Definitions

from The American Heritage® Dictionary of the English Language, 5th Edition.

  • noun The surface of a room on which one stands.
  • noun The lower or supporting surface of a structure.
  • noun A story or level of a building.
  • noun The occupants of such a story.
  • noun A level surface or area used for a specified purpose.
  • noun Basketball The court viewed as the playing area for taking free throws, in contrast to the foul line.
  • noun The surface of a structure on which vehicles travel.
  • noun The part of a legislative chamber or meeting hall where members are seated and from which they speak.
  • noun The right to address an assembly, as granted under parliamentary procedure.
  • noun The body of assembly members.
  • noun The part of a room or building where the principal business or work takes place, especially.
  • noun The area of an exchange where securities are traded.
  • noun The part of a retail store in which merchandise is displayed and sales are made.
  • noun The area of a factory where the product is manufactured or assembled.
  • noun The ground or lowermost surface, as of a forest or ocean.
  • noun A lower limit or base.
  • transitive verb To provide with a floor.
  • transitive verb Informal To press (the accelerator of a motor vehicle) to the floor.
  • transitive verb To knock down.
  • transitive verb To stun; overwhelm.

from The Century Dictionary.

  • To cover or furnish with a floor: as, to floor a house with pine boards.
  • To place upon a floor; base.
  • To place near or on the floor, as a picture in an exhibition.
  • To strike down or lay level with the floor; beat; conquer; figuratively, to put to silence by some decisive argument, retort, etc.; overcome in any way; overthrow: as, to floor an assailant.
  • To go through; make an end of; finish.
  • noun In wood ship-building, same as floor-timber.
  • noun In iron ship-building, the bottom part of a frame, consisting of the floor-plate, frame-bar, and the reverse frame-bar.
  • noun A unit formerly used in the measurement of excavation and embankment.
  • noun That part of a room or of an edifice which forms its lower inclosing surface, and upon which one walks; specifically, the structure, consisting in modern houses of boards, planks, pavement, asphalt, etc., which forms such a surface.
  • noun Any similar construction, platform, or leveled area: as, the floor of a bridge; the charge-floor of a blast-furnace; a threshing-floor.
  • noun A natural surface corresponding to a floor in character or use; a circumscribed basal space or area of any kind: as, the floor of a gorge or a cave; the floor of one of the ventricles of the brain.
  • noun One complete section of a building having one continuous or approximately continuous floor; a story: as, an office on the first floor.
  • noun Nautical, that part of the bottom of a vessel on each side of the keelson which is most nearly horizontal.
  • noun In legislative assemblies, the part of the house assigned to the members, and from which they speak; hence, figuratively, the right of speaking or right to be heard in preference to other members: as, the gentleman from New York has the floor.
  • noun In mining, a flat mass of ore.
  • noun A plane; a surface.
  • noun In brewing, same as piece.

from the GNU version of the Collaborative International Dictionary of English.

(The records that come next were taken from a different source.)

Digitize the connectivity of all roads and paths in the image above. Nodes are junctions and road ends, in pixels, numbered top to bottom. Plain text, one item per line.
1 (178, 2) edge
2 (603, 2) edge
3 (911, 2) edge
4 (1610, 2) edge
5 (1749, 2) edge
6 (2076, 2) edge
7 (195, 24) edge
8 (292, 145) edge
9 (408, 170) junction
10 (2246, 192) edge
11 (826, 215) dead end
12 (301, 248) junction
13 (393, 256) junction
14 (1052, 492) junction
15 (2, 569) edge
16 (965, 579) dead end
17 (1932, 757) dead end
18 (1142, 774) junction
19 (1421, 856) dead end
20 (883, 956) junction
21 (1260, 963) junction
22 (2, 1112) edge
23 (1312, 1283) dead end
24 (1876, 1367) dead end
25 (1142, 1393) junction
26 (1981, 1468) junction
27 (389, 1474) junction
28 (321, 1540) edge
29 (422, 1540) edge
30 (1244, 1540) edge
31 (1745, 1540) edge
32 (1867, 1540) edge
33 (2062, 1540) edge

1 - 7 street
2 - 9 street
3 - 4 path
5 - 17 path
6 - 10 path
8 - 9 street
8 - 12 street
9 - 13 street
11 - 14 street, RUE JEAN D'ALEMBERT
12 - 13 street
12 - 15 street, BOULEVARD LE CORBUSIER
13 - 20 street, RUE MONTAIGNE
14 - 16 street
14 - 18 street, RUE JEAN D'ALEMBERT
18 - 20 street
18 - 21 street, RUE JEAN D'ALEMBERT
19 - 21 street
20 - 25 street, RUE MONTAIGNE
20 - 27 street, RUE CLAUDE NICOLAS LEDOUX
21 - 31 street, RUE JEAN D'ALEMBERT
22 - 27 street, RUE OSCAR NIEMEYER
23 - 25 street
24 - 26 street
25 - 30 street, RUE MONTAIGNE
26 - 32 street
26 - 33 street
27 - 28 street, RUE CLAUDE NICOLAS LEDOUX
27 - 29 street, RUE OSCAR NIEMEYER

  • noun The bottom or lower part of any room; the part upon which we stand and upon which the movables in the room are supported.
  • noun The structure formed of beams, girders, etc., with proper covering, which divides a building horizontally into stories. Floor in sense 1 is, then, the upper surface of floor in sense 2.
  • noun The surface, or the platform, of a structure on which we walk or travel.
  • noun A story of a building. See Story.
  • noun U.S., U.S. The part of the house assigned to the members.
  • noun U.S. The right to speak.
  • noun (Naut.) That part of the bottom of a vessel on each side of the keelson which is most nearly horizontal.

Etymologies

from The American Heritage® Dictionary of the English Language, 4th Edition

[Middle English flor, from Old English flōr; see pelə- in Indo-European roots.]

from Wiktionary, Creative Commons Attribution/Share-Alike License

From Middle English, from Old English flōr ("floor, pavement, ground, bottom"), from Proto-Germanic *flōrō, *flōrô, *flōraz (“flat surface, floor, plain”), from Proto-Indo-European *plõro- (“level, even”), from Proto-Indo-European *pele-, *plet-, *plāk- (“broad, flat, plain”). Cognate with West Frisian flier ("floor"), Dutch vloer ("floor"), German Flur ("field, floor, entrance hall"), Swedish flor ("floor of a cow stall"), Irish urlár ("floor"), Scottish Gaelic làr ("floor, ground, earth"), Welsh llawr ("ground, pavement"), Latin plānus ("level, flat").